I was going through the source code of java.util.concurrent.atomic.AtomicInteger to find out how atomicity is achieved by the atomic operations provided by the class. For instance AtomicInteger.getAndIncrement() method source is as follows
public final int getAndIncrement() {
for (;;) {
int current = get();
int next = current + 1;
if (compareAndSet(current, next))
return current;
}
}
I am not able to understand the purpose of writing the sequence of operations inside a infinite for loop. Does it serve any special purpose in Java Memory Model (JMM). Please help me find a descriptive understanding. Thanks in advance.
I am not able to understand the purpose of writing the sequence of
operations inside a infinite for loop.
To understand why it is in an infinite loop I find it helpful to understand what the compareAndSet
does and how it may return false.
Atomically sets the value to the given updated value if the current
value == the expected value.
Parameters:
expect - the expected value
update - the new value
Returns:
true if successful. False return indicates that the actual value was not
equal to the expected value
So you read the Returns
message and ask how is that possible?
If two threads are invoking incrementAndGet
at close to the same time, and they both enter and see the value current == 1
. Both threads will create a thread-local next == 2
and try to set via compareAndSet
. Only one thread will win as per documented and the thread that loses must try again.
This is how CAS works. You attempt to change the value if you fail, try again, if you succeed then continue on.
Now simply declaring the field as volatile will not work because incrementing is not atomic. So something like this is not safe from the scenario I explained
volatile int count = 0;
public int incrementAndGet(){
return ++count; //may return the same number more than once.
}
I am not able to understand the purpose of writing the sequence of operations inside a infinite for loop.

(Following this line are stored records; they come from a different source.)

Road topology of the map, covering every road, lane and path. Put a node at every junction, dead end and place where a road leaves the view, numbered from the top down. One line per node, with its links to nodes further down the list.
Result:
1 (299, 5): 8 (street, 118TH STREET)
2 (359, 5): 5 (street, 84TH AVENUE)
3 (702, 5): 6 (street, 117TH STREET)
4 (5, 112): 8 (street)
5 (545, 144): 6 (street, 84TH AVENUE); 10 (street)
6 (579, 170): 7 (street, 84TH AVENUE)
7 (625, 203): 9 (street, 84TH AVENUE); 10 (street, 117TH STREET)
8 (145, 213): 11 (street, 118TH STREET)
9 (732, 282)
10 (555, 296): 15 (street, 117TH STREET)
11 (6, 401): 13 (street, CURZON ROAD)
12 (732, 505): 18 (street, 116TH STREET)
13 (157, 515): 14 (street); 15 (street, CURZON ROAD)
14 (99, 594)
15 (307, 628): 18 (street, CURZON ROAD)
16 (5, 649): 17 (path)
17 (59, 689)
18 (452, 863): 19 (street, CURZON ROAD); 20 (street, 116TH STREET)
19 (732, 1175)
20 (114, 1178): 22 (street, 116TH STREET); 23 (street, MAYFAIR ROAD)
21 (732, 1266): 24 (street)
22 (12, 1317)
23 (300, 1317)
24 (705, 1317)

The purpose of this code is to ensure that the volatile
field gets updated appropriately without the overhead of a synchronized
lock. Unless there are a large number of threads all competing to update this same field, this will most likely spin a very few times to accomplish this.
The volatile
keyword provides visibility and memory synchronization guarantees but does not in itself ensure atomic operations with multiple operations (test and set). If you are testing and then setting a volatile
field there are race-conditions if multiple threads are trying to perform the same operation at the same time. In this case, if multiple threads are trying to increment the AtomicInteger
at the same time, you might miss one of the increments. The concurrent code here uses the spin loop and the compareAndSet
underlying methods to make sure that the volatile int
is only updated to 4 (for example) if it still is equal to 3.
- t1 gets the atomic-int and it is 0.
- t2 gets the atomic-int and it is 0.
- t1 adds 1 to it
- t1 atomically tests to make sure it is 0, it is, and stores 1.
- t2 adds 1 to it
- t2 atomically tests to make sure it is 0, it is not, so it has to spin and try again.
- t2 gets the atomic-int and it is 1.
- t2 adds 1 to it
- t2 atomically tests to make sure it is 1, it is, and stores 2.
Does it serve any special purpose in Java Memory Model (JMM).
No, it serves the purpose of the class and method definitions and uses the JMM and the language definitions around volatile
to achieve its purpose. The JMM defines what the language does with the synchronized
, volatile
, and other keywords and how multiple threads interact with cached and central memory. This is mostly about native code interactions with operating system and hardware and is rarely, if ever, about Java code.
It is the compareAndSet(...)
method which gets closer to the JMM by calling into the Unsafe
class which is mostly native methods with some wrappers:
public final boolean compareAndSet(int expect, int update) {
return unsafe.compareAndSwapInt(this, valueOffset, expect, update);
}
Java's compareAndSet is based on CPU compare-and-swap (CAS) instructions see http://en.wikipedia.org/wiki/Compare-and-swap. It compares the contents of a memory location to a given value and, only if they are the same, modifies the contents of that memory location to a given new value.
In case of incrementAndGet we read the current value and call compareAndSet(current, current + 1)
. If it returns false it means that another thread interfered and changed the current value, which means that our attempt failed and we need to repeat the whole cycle until it succeeds.